[Saved entries]
-- -- --
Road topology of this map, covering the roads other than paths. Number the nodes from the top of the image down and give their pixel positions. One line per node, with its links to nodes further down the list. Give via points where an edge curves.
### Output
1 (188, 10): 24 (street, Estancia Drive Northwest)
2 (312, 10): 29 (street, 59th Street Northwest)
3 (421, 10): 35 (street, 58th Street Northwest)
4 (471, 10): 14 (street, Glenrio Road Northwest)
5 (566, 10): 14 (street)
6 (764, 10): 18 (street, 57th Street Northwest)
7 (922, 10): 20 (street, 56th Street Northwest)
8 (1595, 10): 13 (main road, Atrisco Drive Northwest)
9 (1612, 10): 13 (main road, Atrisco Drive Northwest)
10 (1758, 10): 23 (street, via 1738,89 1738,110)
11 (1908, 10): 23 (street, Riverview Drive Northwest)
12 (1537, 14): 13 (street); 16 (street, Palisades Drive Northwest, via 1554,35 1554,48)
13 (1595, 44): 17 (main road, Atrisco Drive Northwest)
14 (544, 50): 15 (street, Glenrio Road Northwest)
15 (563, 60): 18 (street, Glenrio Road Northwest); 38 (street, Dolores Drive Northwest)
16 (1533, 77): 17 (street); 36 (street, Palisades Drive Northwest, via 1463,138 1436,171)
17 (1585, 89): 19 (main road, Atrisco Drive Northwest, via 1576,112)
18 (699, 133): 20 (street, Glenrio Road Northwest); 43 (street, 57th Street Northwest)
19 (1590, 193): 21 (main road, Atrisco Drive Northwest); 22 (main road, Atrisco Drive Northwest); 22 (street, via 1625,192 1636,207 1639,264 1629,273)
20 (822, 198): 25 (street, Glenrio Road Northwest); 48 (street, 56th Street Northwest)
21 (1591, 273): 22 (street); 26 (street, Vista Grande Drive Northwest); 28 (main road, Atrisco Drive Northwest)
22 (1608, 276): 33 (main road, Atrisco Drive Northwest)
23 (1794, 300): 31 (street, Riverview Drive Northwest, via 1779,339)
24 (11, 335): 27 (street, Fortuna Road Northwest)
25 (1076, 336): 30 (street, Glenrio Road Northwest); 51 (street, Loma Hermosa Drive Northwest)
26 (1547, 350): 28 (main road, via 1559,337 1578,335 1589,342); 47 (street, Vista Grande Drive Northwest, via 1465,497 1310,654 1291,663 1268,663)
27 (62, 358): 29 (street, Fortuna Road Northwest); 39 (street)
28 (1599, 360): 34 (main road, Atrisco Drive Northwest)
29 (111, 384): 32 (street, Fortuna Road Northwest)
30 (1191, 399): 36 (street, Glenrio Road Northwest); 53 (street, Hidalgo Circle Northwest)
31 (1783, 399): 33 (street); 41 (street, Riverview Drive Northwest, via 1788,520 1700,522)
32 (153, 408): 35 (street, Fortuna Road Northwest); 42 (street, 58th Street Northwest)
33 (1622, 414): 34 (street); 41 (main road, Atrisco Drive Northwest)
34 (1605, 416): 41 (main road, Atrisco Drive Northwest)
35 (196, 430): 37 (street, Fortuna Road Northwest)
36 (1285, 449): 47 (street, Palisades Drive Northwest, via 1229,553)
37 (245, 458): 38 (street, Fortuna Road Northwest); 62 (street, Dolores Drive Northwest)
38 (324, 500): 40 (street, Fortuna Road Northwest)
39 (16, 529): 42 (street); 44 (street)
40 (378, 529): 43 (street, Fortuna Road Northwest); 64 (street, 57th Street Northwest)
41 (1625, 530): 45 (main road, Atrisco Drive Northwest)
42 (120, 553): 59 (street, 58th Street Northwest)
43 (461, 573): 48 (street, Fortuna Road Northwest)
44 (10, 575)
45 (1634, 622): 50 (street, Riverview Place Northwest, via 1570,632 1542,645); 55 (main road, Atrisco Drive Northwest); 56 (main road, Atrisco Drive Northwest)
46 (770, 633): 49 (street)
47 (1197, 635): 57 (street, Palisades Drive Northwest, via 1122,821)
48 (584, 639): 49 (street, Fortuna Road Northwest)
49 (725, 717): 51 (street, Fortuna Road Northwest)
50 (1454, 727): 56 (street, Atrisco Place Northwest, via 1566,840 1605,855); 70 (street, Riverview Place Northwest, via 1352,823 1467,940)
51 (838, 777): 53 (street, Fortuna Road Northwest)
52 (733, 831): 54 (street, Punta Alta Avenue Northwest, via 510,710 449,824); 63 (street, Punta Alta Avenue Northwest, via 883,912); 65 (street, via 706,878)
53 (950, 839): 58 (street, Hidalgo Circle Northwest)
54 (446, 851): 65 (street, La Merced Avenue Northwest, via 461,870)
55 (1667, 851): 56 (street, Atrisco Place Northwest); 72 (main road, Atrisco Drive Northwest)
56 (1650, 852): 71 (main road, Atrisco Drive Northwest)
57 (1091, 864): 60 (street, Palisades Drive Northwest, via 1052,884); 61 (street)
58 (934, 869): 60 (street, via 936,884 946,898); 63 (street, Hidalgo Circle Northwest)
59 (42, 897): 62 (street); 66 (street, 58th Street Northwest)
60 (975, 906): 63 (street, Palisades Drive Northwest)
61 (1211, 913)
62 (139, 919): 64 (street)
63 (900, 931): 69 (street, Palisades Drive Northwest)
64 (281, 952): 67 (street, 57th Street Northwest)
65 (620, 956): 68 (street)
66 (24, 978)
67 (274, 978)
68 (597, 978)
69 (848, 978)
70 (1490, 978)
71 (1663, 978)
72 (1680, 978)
-- -- --
-- Work required --
Show every line from the entries above in which "Dolores" appears.

-- Result for this task --
15 (563, 60): 18 (street, Glenrio Road Northwest); 38 (street, Dolores Drive Northwest)
37 (245, 458): 38 (street, Fortuna Road Northwest); 62 (street, Dolores Drive Northwest)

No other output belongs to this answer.